(What this task involves): Could you reproduce every record below exactly as written?

======== Source material

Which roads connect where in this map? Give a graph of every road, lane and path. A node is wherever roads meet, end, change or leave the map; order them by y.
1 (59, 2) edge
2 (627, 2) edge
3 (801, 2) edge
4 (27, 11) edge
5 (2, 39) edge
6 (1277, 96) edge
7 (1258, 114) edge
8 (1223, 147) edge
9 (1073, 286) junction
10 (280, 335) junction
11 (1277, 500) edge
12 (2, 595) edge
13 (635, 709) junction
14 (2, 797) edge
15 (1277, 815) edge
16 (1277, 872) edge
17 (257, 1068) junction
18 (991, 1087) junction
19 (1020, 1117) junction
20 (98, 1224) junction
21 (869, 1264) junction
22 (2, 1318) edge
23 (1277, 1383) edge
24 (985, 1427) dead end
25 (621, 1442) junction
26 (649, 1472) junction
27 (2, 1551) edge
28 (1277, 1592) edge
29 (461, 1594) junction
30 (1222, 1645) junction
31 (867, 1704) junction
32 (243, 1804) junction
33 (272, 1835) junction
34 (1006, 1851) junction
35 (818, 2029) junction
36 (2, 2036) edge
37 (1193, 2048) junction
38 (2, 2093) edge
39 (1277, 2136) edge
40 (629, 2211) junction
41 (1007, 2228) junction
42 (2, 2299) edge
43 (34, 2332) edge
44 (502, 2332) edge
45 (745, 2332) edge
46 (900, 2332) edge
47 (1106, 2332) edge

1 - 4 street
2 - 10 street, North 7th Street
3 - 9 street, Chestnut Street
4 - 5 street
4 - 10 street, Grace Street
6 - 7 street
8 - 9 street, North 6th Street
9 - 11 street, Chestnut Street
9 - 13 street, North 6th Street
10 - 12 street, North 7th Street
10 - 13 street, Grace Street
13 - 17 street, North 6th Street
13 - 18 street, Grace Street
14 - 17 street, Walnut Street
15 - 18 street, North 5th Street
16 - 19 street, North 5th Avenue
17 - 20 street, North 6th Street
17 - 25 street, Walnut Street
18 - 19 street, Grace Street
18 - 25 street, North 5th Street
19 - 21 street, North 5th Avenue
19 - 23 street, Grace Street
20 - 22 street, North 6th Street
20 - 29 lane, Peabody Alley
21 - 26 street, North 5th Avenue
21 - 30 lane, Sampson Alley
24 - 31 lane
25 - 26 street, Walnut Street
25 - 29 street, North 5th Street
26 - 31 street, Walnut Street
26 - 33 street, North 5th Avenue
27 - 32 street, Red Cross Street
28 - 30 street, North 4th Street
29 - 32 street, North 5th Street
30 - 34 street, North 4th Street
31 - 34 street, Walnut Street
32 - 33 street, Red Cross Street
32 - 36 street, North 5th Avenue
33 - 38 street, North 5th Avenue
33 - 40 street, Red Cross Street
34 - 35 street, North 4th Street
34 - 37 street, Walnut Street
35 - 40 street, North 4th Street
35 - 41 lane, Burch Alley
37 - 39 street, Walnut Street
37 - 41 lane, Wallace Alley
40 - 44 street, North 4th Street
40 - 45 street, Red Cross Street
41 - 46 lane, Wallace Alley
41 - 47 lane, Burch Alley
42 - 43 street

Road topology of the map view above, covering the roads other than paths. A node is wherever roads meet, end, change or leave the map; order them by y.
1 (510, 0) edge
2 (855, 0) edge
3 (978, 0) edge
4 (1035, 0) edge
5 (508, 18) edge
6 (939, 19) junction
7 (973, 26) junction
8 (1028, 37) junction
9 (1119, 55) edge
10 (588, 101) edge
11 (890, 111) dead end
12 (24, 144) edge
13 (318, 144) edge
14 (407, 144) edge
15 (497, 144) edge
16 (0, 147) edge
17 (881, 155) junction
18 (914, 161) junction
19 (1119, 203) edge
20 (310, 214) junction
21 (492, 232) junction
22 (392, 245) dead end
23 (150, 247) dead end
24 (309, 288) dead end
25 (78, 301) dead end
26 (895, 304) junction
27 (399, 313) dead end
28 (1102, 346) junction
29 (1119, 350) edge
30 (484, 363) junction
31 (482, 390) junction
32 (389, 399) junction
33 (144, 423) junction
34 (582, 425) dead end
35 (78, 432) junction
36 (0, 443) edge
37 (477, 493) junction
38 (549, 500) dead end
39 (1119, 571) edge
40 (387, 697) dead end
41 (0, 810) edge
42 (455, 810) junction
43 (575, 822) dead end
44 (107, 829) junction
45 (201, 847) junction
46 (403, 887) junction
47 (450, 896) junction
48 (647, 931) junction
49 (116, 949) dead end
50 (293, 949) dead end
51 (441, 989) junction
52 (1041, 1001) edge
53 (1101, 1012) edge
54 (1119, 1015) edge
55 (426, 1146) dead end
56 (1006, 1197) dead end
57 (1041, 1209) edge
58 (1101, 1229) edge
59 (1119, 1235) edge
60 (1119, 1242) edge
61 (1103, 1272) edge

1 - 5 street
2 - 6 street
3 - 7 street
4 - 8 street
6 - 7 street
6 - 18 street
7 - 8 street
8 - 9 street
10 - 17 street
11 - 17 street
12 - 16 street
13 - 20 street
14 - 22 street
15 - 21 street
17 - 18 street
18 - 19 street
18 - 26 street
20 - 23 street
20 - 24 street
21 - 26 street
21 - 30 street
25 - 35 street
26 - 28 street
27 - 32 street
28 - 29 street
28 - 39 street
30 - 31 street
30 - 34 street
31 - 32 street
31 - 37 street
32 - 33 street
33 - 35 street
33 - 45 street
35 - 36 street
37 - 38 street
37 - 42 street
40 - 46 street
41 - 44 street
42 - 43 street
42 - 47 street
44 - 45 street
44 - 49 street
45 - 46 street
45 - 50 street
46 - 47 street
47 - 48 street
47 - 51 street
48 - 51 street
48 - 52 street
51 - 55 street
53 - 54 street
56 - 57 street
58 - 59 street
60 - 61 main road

================

(Result below):
Which roads connect where in this map? Give a graph of every road, lane and path. A node is wherever roads meet, end, change or leave the map; order them by y.
1 (59, 2) edge
2 (627, 2) edge
3 (801, 2) edge
4 (27, 11) edge
5 (2, 39) edge
6 (1277, 96) edge
7 (1258, 114) edge
8 (1223, 147) edge
9 (1073, 286) junction
10 (280, 335) junction
11 (1277, 500) edge
12 (2, 595) edge
13 (635, 709) junction
14 (2, 797) edge
15 (1277, 815) edge
16 (1277, 872) edge
17 (257, 1068) junction
18 (991, 1087) junction
19 (1020, 1117) junction
20 (98, 1224) junction
21 (869, 1264) junction
22 (2, 1318) edge
23 (1277, 1383) edge
24 (985, 1427) dead end
25 (621, 1442) junction
26 (649, 1472) junction
27 (2, 1551) edge
28 (1277, 1592) edge
29 (461, 1594) junction
30 (1222, 1645) junction
31 (867, 1704) junction
32 (243, 1804) junction
33 (272, 1835) junction
34 (1006, 1851) junction
35 (818, 2029) junction
36 (2, 2036) edge
37 (1193, 2048) junction
38 (2, 2093) edge
39 (1277, 2136) edge
40 (629, 2211) junction
41 (1007, 2228) junction
42 (2, 2299) edge
43 (34, 2332) edge
44 (502, 2332) edge
45 (745, 2332) edge
46 (900, 2332) edge
47 (1106, 2332) edge

1 - 4 street
2 - 10 street, North 7th Street
3 - 9 street, Chestnut Street
4 - 5 street
4 - 10 street, Grace Street
6 - 7 street
8 - 9 street, North 6th Street
9 - 11 street, Chestnut Street
9 - 13 street, North 6th Street
10 - 12 street, North 7th Street
10 - 13 street, Grace Street
13 - 17 street, North 6th Street
13 - 18 street, Grace Street
14 - 17 street, Walnut Street
15 - 18 street, North 5th Street
16 - 19 street, North 5th Avenue
17 - 20 street, North 6th Street
17 - 25 street, Walnut Street
18 - 19 street, Grace Street
18 - 25 street, North 5th Street
19 - 21 street, North 5th Avenue
19 - 23 street, Grace Street
20 - 22 street, North 6th Street
20 - 29 lane, Peabody Alley
21 - 26 street, North 5th Avenue
21 - 30 lane, Sampson Alley
24 - 31 lane
25 - 26 street, Walnut Street
25 - 29 street, North 5th Street
26 - 31 street, Walnut Street
26 - 33 street, North 5th Avenue
27 - 32 street, Red Cross Street
28 - 30 street, North 4th Street
29 - 32 street, North 5th Street
30 - 34 street, North 4th Street
31 - 34 street, Walnut Street
32 - 33 street, Red Cross Street
32 - 36 street, North 5th Avenue
33 - 38 street, North 5th Avenue
33 - 40 street, Red Cross Street
34 - 35 street, North 4th Street
34 - 37 street, Walnut Street
35 - 40 street, North 4th Street
35 - 41 lane, Burch Alley
37 - 39 street, Walnut Street
37 - 41 lane, Wallace Alley
40 - 44 street, North 4th Street
40 - 45 street, Red Cross Street
41 - 46 lane, Wallace Alley
41 - 47 lane, Burch Alley
42 - 43 street

Road topology of the map view above, covering the roads other than paths. A node is wherever roads meet, end, change or leave the map; order them by y.
1 (510, 0) edge
2 (855, 0) edge
3 (978, 0) edge
4 (1035, 0) edge
5 (508, 18) edge
6 (939, 19) junction
7 (973, 26) junction
8 (1028, 37) junction
9 (1119, 55) edge
10 (588, 101) edge
11 (890, 111) dead end
12 (24, 144) edge
13 (318, 144) edge
14 (407, 144) edge
15 (497, 144) edge
16 (0, 147) edge
17 (881, 155) junction
18 (914, 161) junction
19 (1119, 203) edge
20 (310, 214) junction
21 (492, 232) junction
22 (392, 245) dead end
23 (150, 247) dead end
24 (309, 288) dead end
25 (78, 301) dead end
26 (895, 304) junction
27 (399, 313) dead end
28 (1102, 346) junction
29 (1119, 350) edge
30 (484, 363) junction
31 (482, 390) junction
32 (389, 399) junction
33 (144, 423) junction
34 (582, 425) dead end
35 (78, 432) junction
36 (0, 443) edge
37 (477, 493) junction
38 (549, 500) dead end
39 (1119, 571) edge
40 (387, 697) dead end
41 (0, 810) edge
42 (455, 810) junction
43 (575, 822) dead end
44 (107, 829) junction
45 (201, 847) junction
46 (403, 887) junction
47 (450, 896) junction
48 (647, 931) junction
49 (116, 949) dead end
50 (293, 949) dead end
51 (441, 989) junction
52 (1041, 1001) edge
53 (1101, 1012) edge
54 (1119, 1015) edge
55 (426, 1146) dead end
56 (1006, 1197) dead end
57 (1041, 1209) edge
58 (1101, 1229) edge
59 (1119, 1235) edge
60 (1119, 1242) edge
61 (1103, 1272) edge

1 - 5 street
2 - 6 street
3 - 7 street
4 - 8 street
6 - 7 street
6 - 18 street
7 - 8 street
8 - 9 street
10 - 17 street
11 - 17 street
12 - 16 street
13 - 20 street
14 - 22 street
15 - 21 street
17 - 18 street
18 - 19 street
18 - 26 street
20 - 23 street
20 - 24 street
21 - 26 street
21 - 30 street
25 - 35 street
26 - 28 street
27 - 32 street
28 - 29 street
28 - 39 street
30 - 31 street
30 - 34 street
31 - 32 street
31 - 37 street
32 - 33 street
33 - 35 street
33 - 45 street
35 - 36 street
37 - 38 street
37 - 42 street
40 - 46 street
41 - 44 street
42 - 43 street
42 - 47 street
44 - 45 street
44 - 49 street
45 - 46 street
45 - 50 street
46 - 47 street
47 - 48 street
47 - 51 street
48 - 51 street
48 - 52 street
51 - 55 street
53 - 54 street
56 - 57 street
58 - 59 street
60 - 61 main road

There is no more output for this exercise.